→ **What to do**
Check each line of the entries below for the word "BOUVIER", and copy the lines that have it.

→ **Data records**
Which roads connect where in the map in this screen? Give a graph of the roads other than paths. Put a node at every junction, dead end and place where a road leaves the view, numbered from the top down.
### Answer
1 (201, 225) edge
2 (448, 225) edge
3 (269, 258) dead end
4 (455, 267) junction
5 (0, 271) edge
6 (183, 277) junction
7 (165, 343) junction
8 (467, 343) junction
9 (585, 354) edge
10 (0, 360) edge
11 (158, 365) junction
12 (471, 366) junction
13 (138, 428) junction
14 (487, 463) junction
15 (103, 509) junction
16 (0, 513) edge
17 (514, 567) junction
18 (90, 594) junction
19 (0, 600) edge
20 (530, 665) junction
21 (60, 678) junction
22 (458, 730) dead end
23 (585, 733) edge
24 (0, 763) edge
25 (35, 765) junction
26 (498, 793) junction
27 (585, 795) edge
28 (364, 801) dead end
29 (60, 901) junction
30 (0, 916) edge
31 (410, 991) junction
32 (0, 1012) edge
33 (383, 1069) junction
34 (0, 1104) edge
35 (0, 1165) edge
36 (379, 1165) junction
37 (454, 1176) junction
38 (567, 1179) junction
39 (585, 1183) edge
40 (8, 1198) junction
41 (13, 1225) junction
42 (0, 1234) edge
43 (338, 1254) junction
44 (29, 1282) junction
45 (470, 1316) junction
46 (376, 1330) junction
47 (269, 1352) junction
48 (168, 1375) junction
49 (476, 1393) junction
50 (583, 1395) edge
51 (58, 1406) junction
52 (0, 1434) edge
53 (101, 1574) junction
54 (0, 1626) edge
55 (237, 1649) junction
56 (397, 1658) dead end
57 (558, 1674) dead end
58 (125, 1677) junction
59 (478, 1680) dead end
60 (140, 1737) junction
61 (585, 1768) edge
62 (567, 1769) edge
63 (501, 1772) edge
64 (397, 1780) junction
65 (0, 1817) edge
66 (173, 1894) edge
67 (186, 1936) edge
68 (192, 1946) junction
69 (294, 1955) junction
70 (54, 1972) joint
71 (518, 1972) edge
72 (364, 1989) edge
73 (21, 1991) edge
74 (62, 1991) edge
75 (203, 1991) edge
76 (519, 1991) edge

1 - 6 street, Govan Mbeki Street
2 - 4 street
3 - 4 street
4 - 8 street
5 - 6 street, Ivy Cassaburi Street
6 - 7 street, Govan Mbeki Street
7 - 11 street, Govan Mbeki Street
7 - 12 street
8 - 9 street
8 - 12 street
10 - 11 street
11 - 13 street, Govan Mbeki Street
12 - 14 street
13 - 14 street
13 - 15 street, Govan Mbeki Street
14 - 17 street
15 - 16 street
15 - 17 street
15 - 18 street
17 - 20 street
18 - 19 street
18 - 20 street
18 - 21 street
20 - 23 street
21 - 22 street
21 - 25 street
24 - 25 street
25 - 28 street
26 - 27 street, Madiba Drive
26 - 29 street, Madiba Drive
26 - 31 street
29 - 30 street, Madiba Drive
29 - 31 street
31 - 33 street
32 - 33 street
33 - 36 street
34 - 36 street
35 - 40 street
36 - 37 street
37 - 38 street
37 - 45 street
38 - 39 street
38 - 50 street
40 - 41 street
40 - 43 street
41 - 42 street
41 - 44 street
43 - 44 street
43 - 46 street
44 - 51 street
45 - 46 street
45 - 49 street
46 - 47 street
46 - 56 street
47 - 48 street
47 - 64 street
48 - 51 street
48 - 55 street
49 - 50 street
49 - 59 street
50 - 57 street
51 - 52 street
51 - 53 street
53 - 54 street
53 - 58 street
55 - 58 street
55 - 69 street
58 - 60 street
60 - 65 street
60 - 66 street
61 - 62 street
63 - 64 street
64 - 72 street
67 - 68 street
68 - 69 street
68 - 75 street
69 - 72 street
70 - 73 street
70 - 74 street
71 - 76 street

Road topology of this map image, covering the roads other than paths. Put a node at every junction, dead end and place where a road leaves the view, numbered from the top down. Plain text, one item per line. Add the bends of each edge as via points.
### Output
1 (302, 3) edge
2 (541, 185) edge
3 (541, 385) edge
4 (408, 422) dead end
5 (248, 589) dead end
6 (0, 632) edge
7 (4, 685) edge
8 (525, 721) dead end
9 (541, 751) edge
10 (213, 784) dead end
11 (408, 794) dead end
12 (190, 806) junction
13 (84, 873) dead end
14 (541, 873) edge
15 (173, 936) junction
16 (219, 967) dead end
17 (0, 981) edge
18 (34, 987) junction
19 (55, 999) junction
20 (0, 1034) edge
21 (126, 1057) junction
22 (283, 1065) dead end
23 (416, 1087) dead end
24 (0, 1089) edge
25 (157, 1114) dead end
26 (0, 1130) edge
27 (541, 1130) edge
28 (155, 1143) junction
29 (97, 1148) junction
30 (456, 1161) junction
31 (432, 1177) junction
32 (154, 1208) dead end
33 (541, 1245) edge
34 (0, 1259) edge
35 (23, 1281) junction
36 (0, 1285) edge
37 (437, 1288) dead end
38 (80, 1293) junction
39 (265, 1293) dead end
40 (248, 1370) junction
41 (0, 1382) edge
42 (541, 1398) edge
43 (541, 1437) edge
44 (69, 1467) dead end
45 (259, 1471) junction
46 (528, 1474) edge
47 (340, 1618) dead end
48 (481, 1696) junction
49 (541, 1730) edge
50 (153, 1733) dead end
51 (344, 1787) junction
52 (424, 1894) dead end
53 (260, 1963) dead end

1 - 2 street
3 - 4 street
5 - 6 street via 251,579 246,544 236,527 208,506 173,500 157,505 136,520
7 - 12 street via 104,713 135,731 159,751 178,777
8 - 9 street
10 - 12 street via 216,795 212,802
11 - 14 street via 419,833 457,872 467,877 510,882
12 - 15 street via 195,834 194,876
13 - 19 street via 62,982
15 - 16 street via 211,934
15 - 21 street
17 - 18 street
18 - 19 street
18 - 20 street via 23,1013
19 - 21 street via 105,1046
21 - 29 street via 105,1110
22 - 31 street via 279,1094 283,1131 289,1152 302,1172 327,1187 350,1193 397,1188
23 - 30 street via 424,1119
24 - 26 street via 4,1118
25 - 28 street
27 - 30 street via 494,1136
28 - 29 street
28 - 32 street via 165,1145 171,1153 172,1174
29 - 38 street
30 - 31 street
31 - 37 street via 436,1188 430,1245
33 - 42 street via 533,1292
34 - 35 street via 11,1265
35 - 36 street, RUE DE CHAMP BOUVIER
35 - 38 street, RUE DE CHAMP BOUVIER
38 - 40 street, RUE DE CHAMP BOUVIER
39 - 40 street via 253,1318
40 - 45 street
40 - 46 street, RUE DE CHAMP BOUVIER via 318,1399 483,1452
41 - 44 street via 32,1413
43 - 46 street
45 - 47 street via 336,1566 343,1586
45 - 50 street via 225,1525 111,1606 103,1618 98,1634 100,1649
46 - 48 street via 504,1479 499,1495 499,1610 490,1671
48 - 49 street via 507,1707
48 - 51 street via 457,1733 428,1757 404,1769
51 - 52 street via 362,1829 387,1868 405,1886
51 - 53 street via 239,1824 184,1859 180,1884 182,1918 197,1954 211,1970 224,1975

→ **Written response**
35 - 36 street, RUE DE CHAMP BOUVIER
35 - 38 street, RUE DE CHAMP BOUVIER
38 - 40 street, RUE DE CHAMP BOUVIER
40 - 46 street, RUE DE CHAMP BOUVIER via 318,1399 483,1452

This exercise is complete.